Cela a pris du temps, mais Guerrero a trouvé le judo pour vaincre cela – s’ils ne parlent pas, vous commencez. C’est le moment où l’acheteur potentiel arrête d’enchérir et se tourne vers le départ. Si le vendeur l’appelle, l’acheteur a gagné. Guerrero vient de commencer à franchir la porte. Les Jays le rappelleront-ils ?
S’ils le font, ce sera dans une position d’extrême faiblesse. Toronto a de l’argent, mais ne peut pas dépasser un premier rendez-vous. Chaque fois qu’ils sont abandonnés publiquement – par Shohei Ohtani, par Soto, par Max Fried – ils brillent un peu plus.
Ils ont maintenant un autre prospect de grande valeur – le partant agent libre Corbin Burnes. Si Burnes arrête de renvoyer ses SMS, l’intersaison des Jays sera un autre échec.
Guerrero sait qu’il pourrait bientôt être la dernière option de Toronto. Après lui, le déluge de reconstruction. C’est désormais lui qui mène son équipe actuelle par le col.
Guerrero a trois options ici. Les Jays n’ont aucune option. À partir de ce moment, leurs options sont celles que Guerrero leur permet.
Sa première option est de négocier de bonne foi une prolongation. Pourquoi il ferait ça, je n’en ai aucune idée. Si j’étais son agent et que je le voyais parler à un cadre des Blue Jays, je lui arracherais le téléphone des mains.
Il y a deux ans, la plus grosse transaction de l’histoire du baseball s’élevait à 426 millions de dollars américains. Il y a un an, c’était 700 millions de dollars. Il s’agit désormais de 765 millions de dollars américains. Plus Guerrero attend, plus son prix augmente.
La deuxième option consiste à essayer de forcer une transaction. Il le ferait en continuant à révéler les détails des négociations en cours, tout en commençant à exprimer clairement son mécontentement à l’égard du club.
La date fixée par Guerrero – le début de l’entraînement de printemps – est inhabituelle. Le plus souvent, les joueurs à sa place affirment qu’ils négocieront jusqu’à la fin de l’entraînement de printemps. Cela donne à l’équipe le temps de se convaincre qu’elle est un concurrent.

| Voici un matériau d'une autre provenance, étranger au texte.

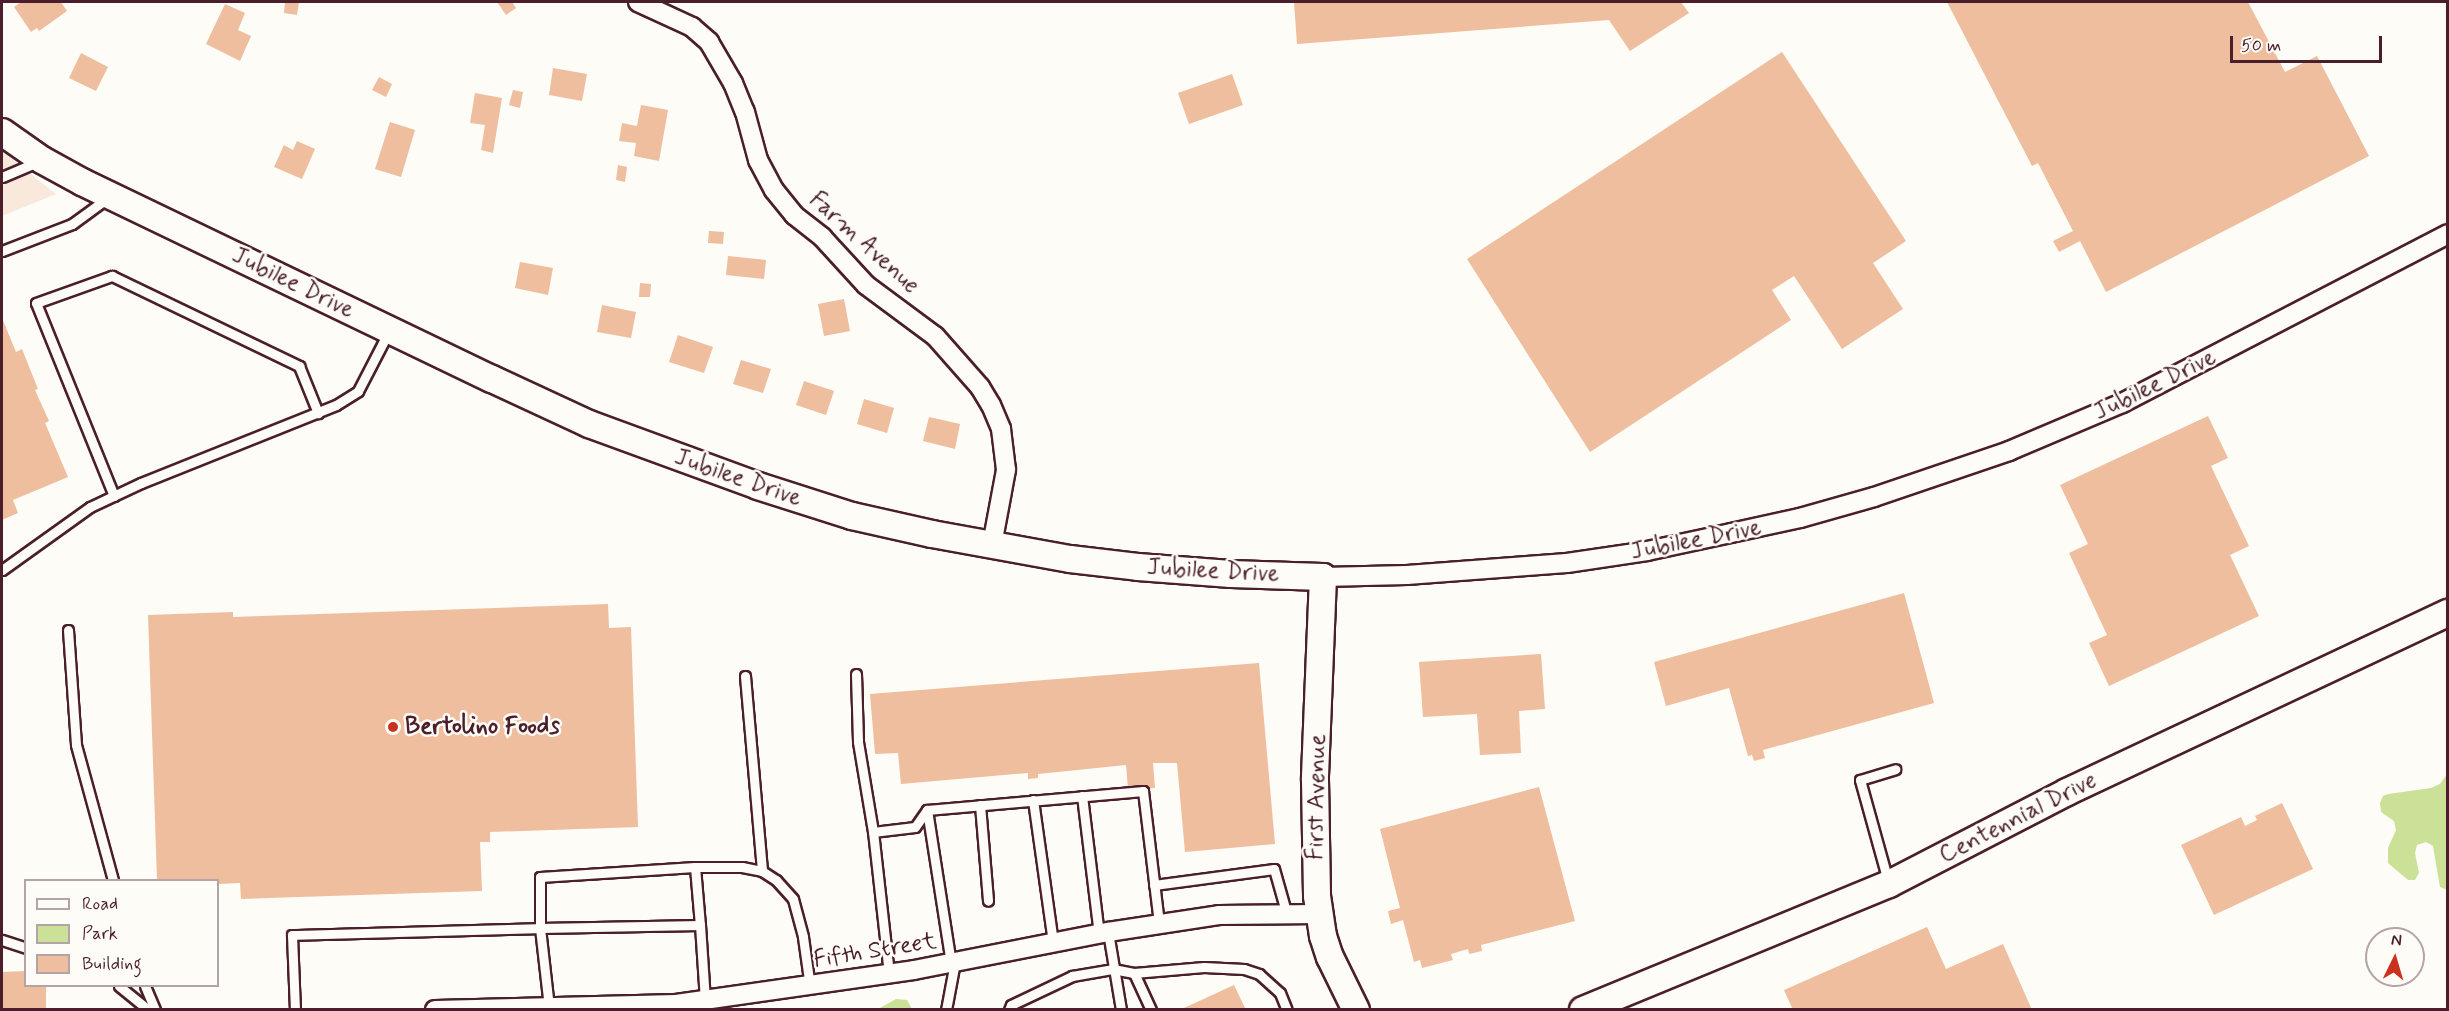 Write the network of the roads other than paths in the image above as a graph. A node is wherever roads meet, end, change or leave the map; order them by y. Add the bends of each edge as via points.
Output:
1 (638, 2) edge
2 (2, 132) edge
3 (42, 160) junction
4 (2, 177) edge
5 (111, 196) junction
6 (2448, 234) edge
7 (2, 251) edge
8 (390, 330) junction
9 (318, 413) junction
10 (114, 496) junction
11 (992, 545) junction
12 (2, 570) edge
13 (1323, 577) junction
14 (2448, 613) edge
15 (68, 630) dead end
16 (856, 675) dead end
17 (745, 676) dead end
18 (1895, 769) dead end
19 (1082, 796) junction
20 (1033, 800) junction
21 (980, 805) junction
22 (927, 810) junction
23 (873, 832) junction
24 (695, 867) junction
25 (762, 871) junction
26 (113, 879) edge
27 (1889, 884) junction
28 (1154, 885) junction
29 (988, 901) dead end
30 (1319, 914) junction
31 (1287, 915) junction
32 (1159, 924) junction
33 (700, 925) junction
34 (540, 928) junction
35 (1104, 933) junction
36 (2, 940) edge
37 (1053, 943) junction
38 (24, 947) edge
39 (953, 963) junction
40 (1113, 969) junction
41 (1134, 973) junction
42 (889, 974) junction
43 (119, 987) edge
44 (145, 987) edge
45 (810, 987) junction
46 (698, 1004) edge
47 (549, 1007) junction
48 (148, 1010) edge
49 (155, 1010) edge
50 (295, 1010) edge
51 (435, 1010) edge
52 (946, 1010) edge
53 (1009, 1010) edge
54 (1121, 1010) edge
55 (1151, 1010) edge
56 (1287, 1010) edge
57 (1356, 1010) edge
58 (1583, 1010) edge

1 - 11 street, Farm Avenue via 692,27 709,42 746,112 758,160 774,190 794,215 822,237 866,285 935,336 980,387 1001,429 1006,470
2 - 3 street, Jubilee Drive
3 - 4 lane
3 - 5 street, Jubilee Drive
5 - 7 lane via 72,224
5 - 8 street, Jubilee Drive
6 - 13 street, Jubilee Drive via 2122,403 2009,451 1874,497 1721,536 1568,563
8 - 9 lane via 358,391
8 - 11 street, Jubilee Drive via 589,424 681,460 852,516
9 - 10 lane
9 - 10 lane via 298,366 112,276 36,303
10 - 12 lane via 90,507
11 - 13 street, Jubilee Drive via 1138,567
13 - 30 street, First Avenue via 1315,780
14 - 27 street, Centennial Drive via 2067,792
15 - 26 lane via 76,745
16 - 23 lane via 858,742
17 - 25 lane
18 - 27 lane via 1860,780
19 - 20 lane
19 - 28 lane via 1143,791
19 - 35 lane
20 - 21 lane
20 - 37 lane
21 - 22 lane
21 - 29 lane
22 - 23 lane via 915,827
22 - 39 lane
23 - 42 lane
24 - 25 lane
24 - 33 lane
24 - 34 lane via 540,877
25 - 45 lane via 793,899
27 - 58 street, Centennial Drive
28 - 31 lane via 1274,869
28 - 32 lane
30 - 31 street, Fifth Street
30 - 57 street, First Avenue via 1330,957
31 - 32 street, Fifth Street via 1220,915
32 - 35 street, Fifth Street
33 - 34 lane
33 - 46 lane
34 - 47 lane
34 - 50 lane via 292,935
35 - 37 street, Fifth Street
35 - 40 lane
36 - 38 lane
37 - 39 street, Fifth Street
39 - 42 street, Fifth Street
39 - 52 lane
40 - 41 lane
40 - 53 lane via 1072,976 1011,1005
40 - 54 lane
41 - 55 lane
41 - 56 lane via 1204,967 1245,969 1259,974 1280,993
42 - 45 street, Fifth Street
43 - 48 lane
44 - 49 lane
45 - 46 street, Fifth Street
46 - 47 street, Fifth Street
47 - 51 street, Fifth Street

Si les Jays se présentent à Dunedin en février sans aucun changement substantiel à l’exception de l’ajout d’Andrés Giménez, ils savent qu’ils ne sont pas des prétendants. Leurs fans le sauront aussi. À ce stade, il n’y avait aucune chance de faire les six semaines d’hypnose qui convaincraient des gens par ailleurs raisonnables qu’Ernie Clement est le prochain Brooks Robinson.

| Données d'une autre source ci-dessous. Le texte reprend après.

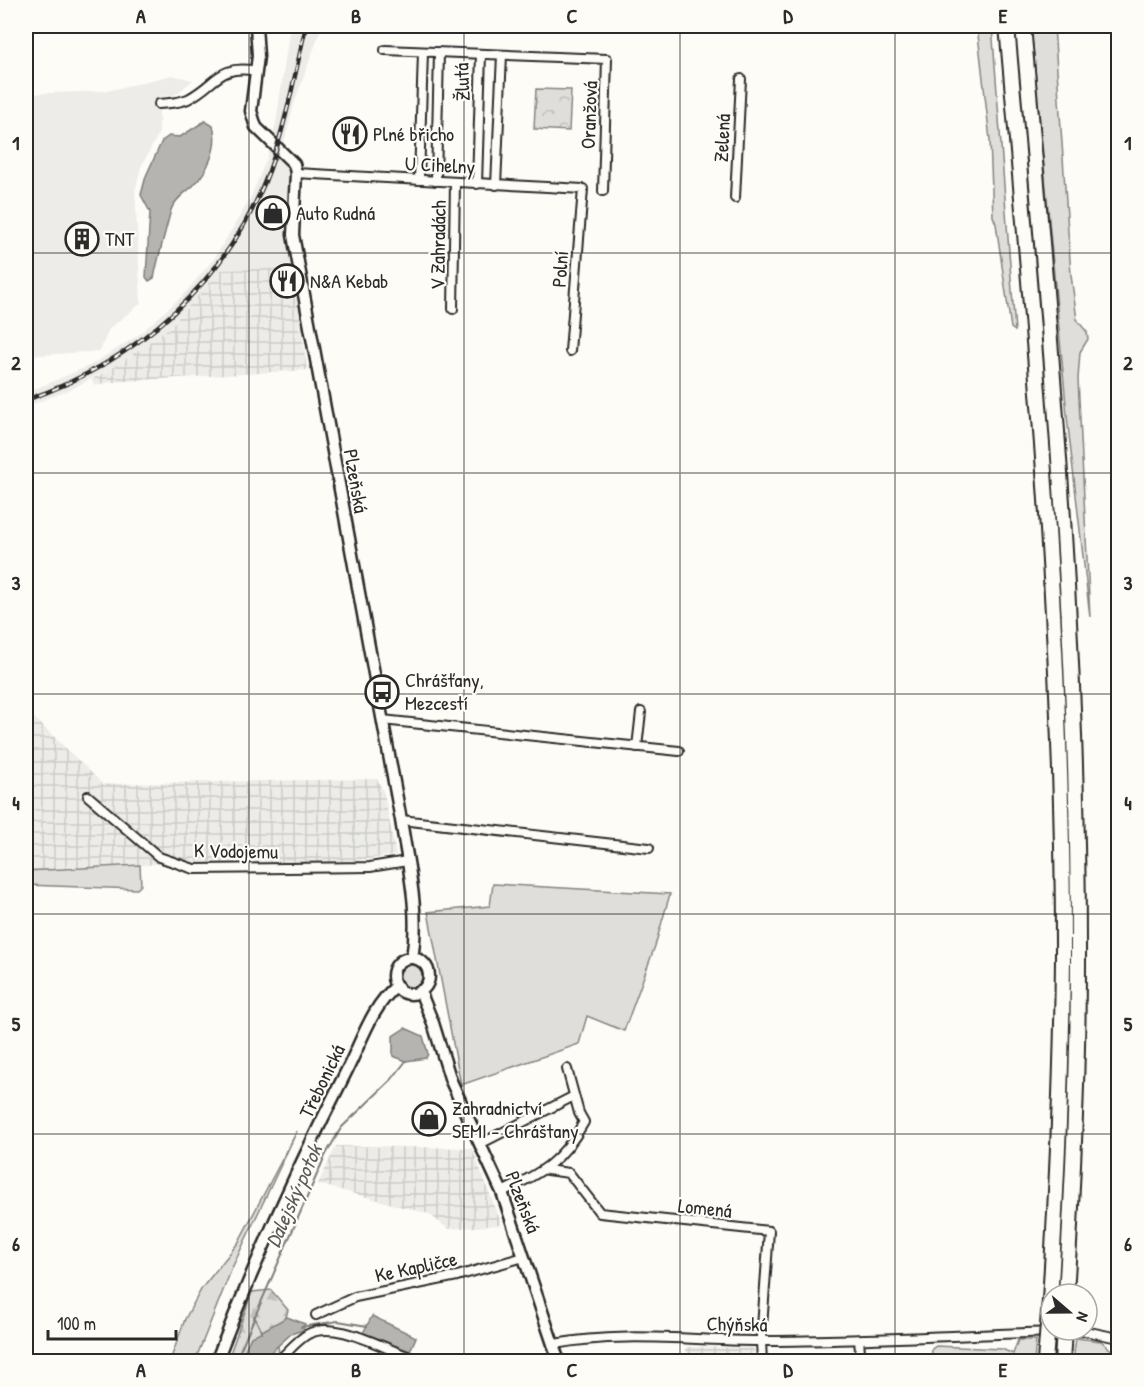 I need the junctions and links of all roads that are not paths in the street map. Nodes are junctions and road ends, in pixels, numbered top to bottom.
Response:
1 (256, 26) edge
2 (1007, 26) edge
3 (1023, 26) edge
4 (385, 50) dead end
5 (423, 52) junction
6 (439, 53) junction
7 (482, 54) junction
8 (502, 55) junction
9 (256, 71) junction
10 (741, 79) dead end
11 (159, 104) dead end
12 (296, 173) junction
13 (419, 180) junction
14 (436, 181) junction
15 (455, 182) junction
16 (477, 183) junction
17 (496, 184) junction
18 (583, 189) joint
19 (603, 190) dead end
20 (735, 198) dead end
21 (453, 309) dead end
22 (570, 351) dead end
23 (641, 712) dead end
24 (382, 720) junction
25 (637, 747) junction
26 (679, 751) dead end
27 (88, 795) dead end
28 (401, 820) junction
29 (649, 848) dead end
30 (407, 861) junction
31 (412, 958) junction
32 (397, 986) junction
33 (420, 992) junction
34 (567, 1069) dead end
35 (574, 1096) junction
36 (480, 1144) junction
37 (547, 1170) junction
38 (502, 1192) junction
39 (524, 1257) junction
40 (1051, 1282) edge
41 (1067, 1282) edge
42 (316, 1315) dead end
43 (1119, 1338) edge
44 (860, 1340) junction
45 (761, 1341) junction
46 (1047, 1342) edge
47 (1063, 1342) edge
48 (554, 1344) junction
49 (422, 1361) edge
50 (1045, 1361) edge
51 (216, 1362) edge
52 (277, 1362) edge
53 (559, 1362) edge
54 (762, 1362) edge
55 (861, 1362) edge
56 (1062, 1362) edge

1 - 9 main road
2 - 40 highway
3 - 41 highway
4 - 5 street, Žlutá
5 - 6 street, Žlutá
5 - 13 street, Žlutá
6 - 7 street, Žlutá
6 - 14 street, Žlutá
7 - 8 street
7 - 16 street, Žlutá
8 - 17 street
8 - 19 street, Oranžová
9 - 11 street
9 - 12 main road
10 - 20 street, Zelená
12 - 13 street, U Cihelny
12 - 24 main road, Plzeňská
13 - 14 street, U Cihelny
14 - 15 street, U Cihelny
15 - 16 street, U Cihelny
15 - 21 street, V Zahradách
16 - 17 street, U Cihelny
17 - 18 street, U Cihelny
18 - 22 street, Polní
23 - 25 street
24 - 25 street
24 - 28 main road, Plzeňská
25 - 26 street
27 - 30 street, K Vodojemu
28 - 29 street
28 - 30 main road, Plzeňská
30 - 31 main road, Plzeňská
31 - 32 main road
31 - 33 main road
32 - 33 main road
32 - 51 main road, Třebonická
33 - 36 main road, Plzeňská
34 - 35 street
35 - 36 street
35 - 37 street
36 - 38 main road, Plzeňská
37 - 38 street
37 - 45 street, Lomená
38 - 39 main road, Plzeňská
39 - 42 street, Ke Kapličce
39 - 48 main road, Plzeňská
43 - 44 street, Chýňská
44 - 45 street, Chýňská
44 - 55 street
45 - 48 street, Chýňská
45 - 54 street
46 - 50 highway, bridge
47 - 56 highway, bridge
48 - 53 main road, Plzeňská
49 - 52 street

Si les Jays savent avec certitude que Guerrero entrera en agence libre avant le début de l’entraînement du printemps, l’échanger est une option judicieuse.
Cela fait longtemps que le mode opératoire de cette équipe n’était plus sensé. Mais si la récolte de prospects en échange de Guerrero est saluée par les médias américains de droite, le dirigeant des Blue Jays pourrait conserver son emploi pour l’année. Cela pourrait les faire basculer.

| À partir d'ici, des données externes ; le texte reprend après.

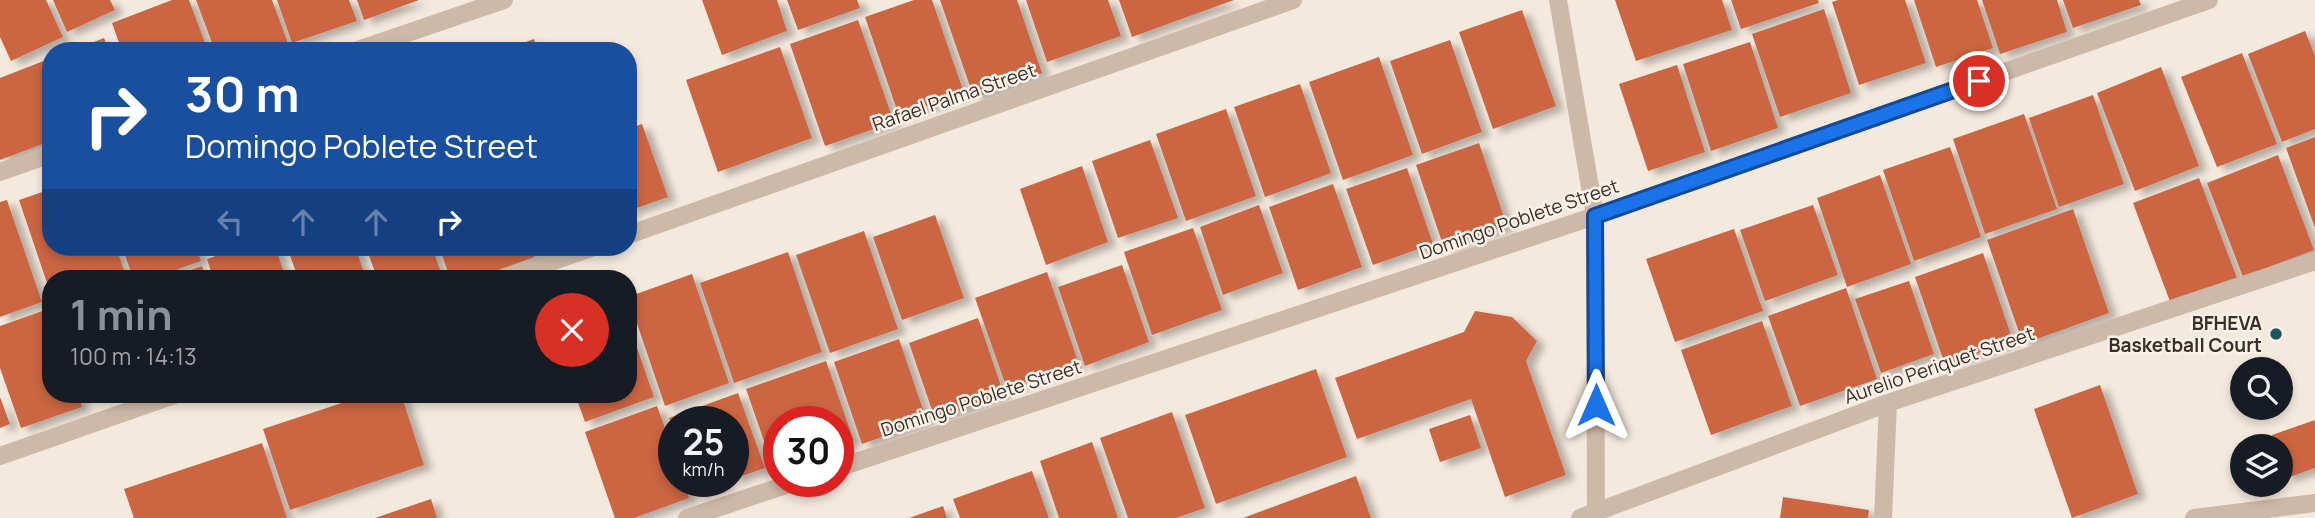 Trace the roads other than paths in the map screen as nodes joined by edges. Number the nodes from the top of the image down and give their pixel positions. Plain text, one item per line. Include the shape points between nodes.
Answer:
1 (504, 0) edge
2 (1293, 0) edge
3 (1558, 0) edge
4 (2209, 0) edge
5 (381, 42) edge
6 (42, 157) edge
7 (0, 172) edge
8 (1595, 216) junction
9 (637, 231) edge
10 (568, 256) edge
11 (2315, 261) edge
12 (527, 270) edge
13 (151, 403) edge
14 (1888, 403) junction
15 (0, 456) edge
16 (854, 463) edge
17 (763, 493) edge
18 (2315, 503) edge
19 (1591, 516) edge
20 (687, 518) edge
21 (1883, 518) edge
22 (2194, 518) edge

1 - 5 street
2 - 9 street, Rafael Palma Street
3 - 8 street
4 - 8 street, Domingo Poblete Street
6 - 7 street
8 - 16 street, Domingo Poblete Street
8 - 19 street
10 - 12 street
11 - 14 street, Aurelio Periquet Street
13 - 15 street
14 - 19 street, Aurelio Periquet Street
14 - 21 street
17 - 20 street
18 - 22 street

La dernière option est la plus probable : Guerrero se fout des Jays.
S’il voulait négocier de bonne foi, il resterait silencieux. Si un échange était sa priorité absolue, il y ferait allusion maintenant. Le fait qu’il fasse cette danse étrange pendant ce qui est traditionnellement la partie calme du calendrier du baseball suggère qu’il aime regarder ses patrons sauter.
Au lieu de passer un Noël douillet avec les cousins, ils passeront des appels Zoom pour essayer de trouver comment gérer ce dernier désastre. L’entraînement de printemps commence dans sept semaines. Plus les Jays le laissent, plus il semble que le joueur de premier but soit le véritable président du club. Si Guerrero veut vraiment les embêter, il mènera toutes les discussions jusqu’au dernier moment, puis les abandonnera de manière spectaculaire. Peut-être via un long discours à la presse à son arrivée à Dunedin, à la Jose Bautista en 2016.
Bautista n’a pas obtenu ce qu’il voulait, mais il a mis à rude épreuve toutes les bonnes vibrations de ce qui avait été une saison pleine d’espoir. C’était la fin de la dernière grande époque de Toronto.
Guerrero n’est pas Bautista. D’une manière ou d’une autre, il obtient ce qu’il veut.
Ce que les Jays doivent déterminer à la volée, c’est si c’est de l’argent, ou pour les faire paraître stupides, ou les deux.